Between 1995 and today more or less 8000 km³ of perennial ice melted away. Could not the heat necessary to do this be reflected in the warming lag of the atmosphere? And it could.

Here is the copy of an excel sheet, the electronic equivalent of a back-of-envelope-calculation, in which I tried to find out, whether or not the ice loss could be correlated with the warming lag.

melting enthalpy of water 333 1,00E+03 J/kg
lost perennial ice volume since ca. 1995 8000 1,00E+09
density of ice 0,9 1,00E+03 kg/m³
lost perennial ice mass since ca. 1995 7200 1,00E+12 kg
heat used to melt lost ice mass 2397600 1,00E+15 J
2,3976 1,00E+21 J
mass of earth atmosphere 5,15 1,00E+18 kg
specific heat of air under standard conditions 1,05 1,00E+03 J/kgK
total heat capacity of the atmosphere 5,4075 1E+21 J/K
temperature decrease of the earth atmosphere (even distribution of heat contribution assumed) -0,44338419 1,00E+00 K
Difference between expected and real atmospheric temperature, ca. 0,1 1 K
antarctic volume gain rate 35,5 1,00E+09 m³/year
years since 1995 18
approximate gain since 1995 639 1,00E+09

The result is, that when the heat energy for the melting of the perennial arctic sea ice had been taken evenly from the hole of the atmosphere and from nothin else, and its specific heat capacity can be considered everywhere the same, a temperature lag of more than 0,4 K would have happened.

As is not so well known, the antarctic sea ice increased over the last decades, thus puzzeling once more the scientific community.
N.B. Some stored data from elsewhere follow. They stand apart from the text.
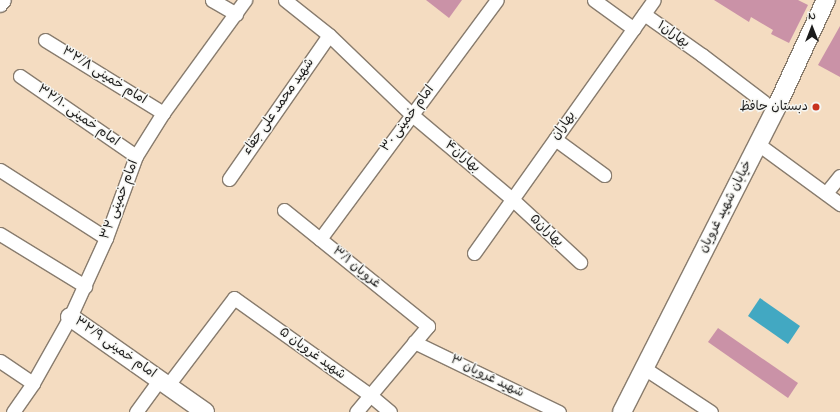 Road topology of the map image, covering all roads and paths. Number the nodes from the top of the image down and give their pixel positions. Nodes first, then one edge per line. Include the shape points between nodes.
1 (4, 0) edge
2 (212, 0) edge
3 (245, 0) edge
4 (285, 0) edge
5 (497, 0) edge
6 (594, 0) edge
7 (654, 0) edge
8 (826, 0) edge
9 (0, 5) edge
10 (236, 14) junction
11 (644, 14) junction
12 (634, 29) junction
13 (329, 35) junction
14 (45, 40) dead end
15 (20, 76) dead end
16 (764, 102) dead end
17 (163, 113) junction
18 (412, 115) junction
19 (555, 139) junction
20 (758, 144) junction
21 (136, 156) junction
22 (0, 170) edge
23 (604, 175) dead end
24 (840, 176) edge
25 (229, 179) dead end
26 (826, 194) junction
27 (512, 199) junction
28 (840, 204) edge
29 (284, 210) dead end
30 (0, 234) edge
31 (106, 238) junction
32 (320, 239) junction
33 (474, 253) dead end
34 (580, 262) dead end
35 (85, 286) junction
36 (70, 317) junction
37 (414, 342) junction
38 (0, 361) edge
39 (644, 368) junction
40 (164, 382) junction
41 (33, 383) junction
42 (370, 395) junction
43 (13, 412) edge
44 (136, 412) edge
45 (205, 412) edge
46 (356, 412) edge
47 (390, 412) edge
48 (559, 412) edge
49 (622, 412) edge
50 (711, 412) edge

1 - 9 street
2 - 10 street
3 - 10 street, امام خمینی ۳۲
4 - 13 street, بهاران۴
5 - 18 street, امام خمینی ۳۰
6 - 12 street
7 - 11 street, بهاران
8 - 20 street, خیابان شهید غرویان
10 - 17 street, امام خمینی ۳۲
11 - 12 street, بهاران
11 - 16 street, بهاران۱
12 - 19 street, بهاران
13 - 18 street, بهاران۴
13 - 25 street, شهید محمد علی جفاء
14 - 17 street, امام خمینی ۳۲/۸
15 - 21 street, امام خمینی ۳۲/۱۰
17 - 21 street, امام خمینی ۳۲
18 - 27 street, بهاران۴
18 - 32 street, امام خمینی ۳۰
19 - 23 street
19 - 27 street, بهاران
20 - 26 street
20 - 39 street, خیابان شهید غرویان
21 - 31 street, امام خمینی ۳۲
22 - 31 street
24 - 26 street
26 - 28 street
27 - 33 street, بهاران
27 - 34 street, بهاران۵
29 - 32 street, غرویان ۳/۱
30 - 35 street
31 - 35 street, امام خمینی ۳۲
32 - 37 street, غرویان ۳/۱ via 428,326
35 - 36 street, امام خمینی ۳۲
36 - 40 street, امام خمینی ۳۲/۹
36 - 41 street, امام خمینی ۳۲
37 - 42 street
37 - 48 street, شهید غرویان ۳
38 - 41 street
39 - 49 street, خیابان شهید غرویان
39 - 50 street
40 - 42 street, شهید غرویان ۵ via 234,298
40 - 44 street
40 - 45 street
41 - 43 street, امام خمینی ۳۲
42 - 46 street
42 - 47 street, شهید غرویان ۵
Massonet and colleagues calculed this mass increase here. In the lower part of the spreadsheet, I looked at the size of this effect. It is not bigger than 10 % of the arctic loss.

This is all terribly incomplete of course. The atmosphere does not contribute evenly to the melting. A lot of the heat during summer melting comes not via the atmosphere, but directly from the solar radiation because of increasing surface absorption. It is quite possible, that a small shift in the regional radiation balance is responsible for the lions share of  the melting, as the sea ice simulation team of the University of Washington warns here. The atmosphere is pretty strongly coupled to the top layers of the continents and the seas, so those should have contributed to the melting, too.

On the other hand, the observed temperature lag is only 0.25 to 0.5 of what would be expected in an atmosphere-only model. So this seems to be somehow already accounted for.

It might not be the whole truth, but it’s worth looking at it.


2 Responses to “Global warming “hiatus” – it might be the ice”

  1. 1 johnm33
    November 15, 2013 at 11:34 pm

    When I started thinking about GW I realised that the whole point of weather was to equalise local energetic imbalances, and what drove that was the difference in energy between the equator and the poles. The results of looking at any local weather would be as random or chaotic as the weather itself,[and you’d have to look everywhere to see the big picture] no the only place to look was the poles, since this is where the energy ends up. So if the poles are warming we have global warming if not, not. Piomas ice volume is the simplest proxy for that, it’s the coolant in ‘our’ aircon.
    As regards the antarctic it seems to me that the spread is caused by bottom melt of shelf and grounded ice which then flows to the periphery across the inverted landscape. Assuming a 1m average height of ice above sea level gives an average depth of 9m below sea level to the underside. Now offhand I can’t remember if its 6ft or 10ft which equals atmospheric pressure, and I don’t know the freezing temperature of water at those pressures, but my guess is that you have practically fresh water emerging at the edge of the ice sheet at below 0c easily frozen by southern winter temps, so I suspect the extra spread, or at least it’s volume, is a proxy for the hidden melt, not exact but a good indication and probably low.

  2. 2 Rob Dekker
    December 6, 2013 at 1:04 am

    Hi Dominik,
    Thank you for your creative calculations on the possible effect of Arctic sea ice volume loss on atmospheric temperature.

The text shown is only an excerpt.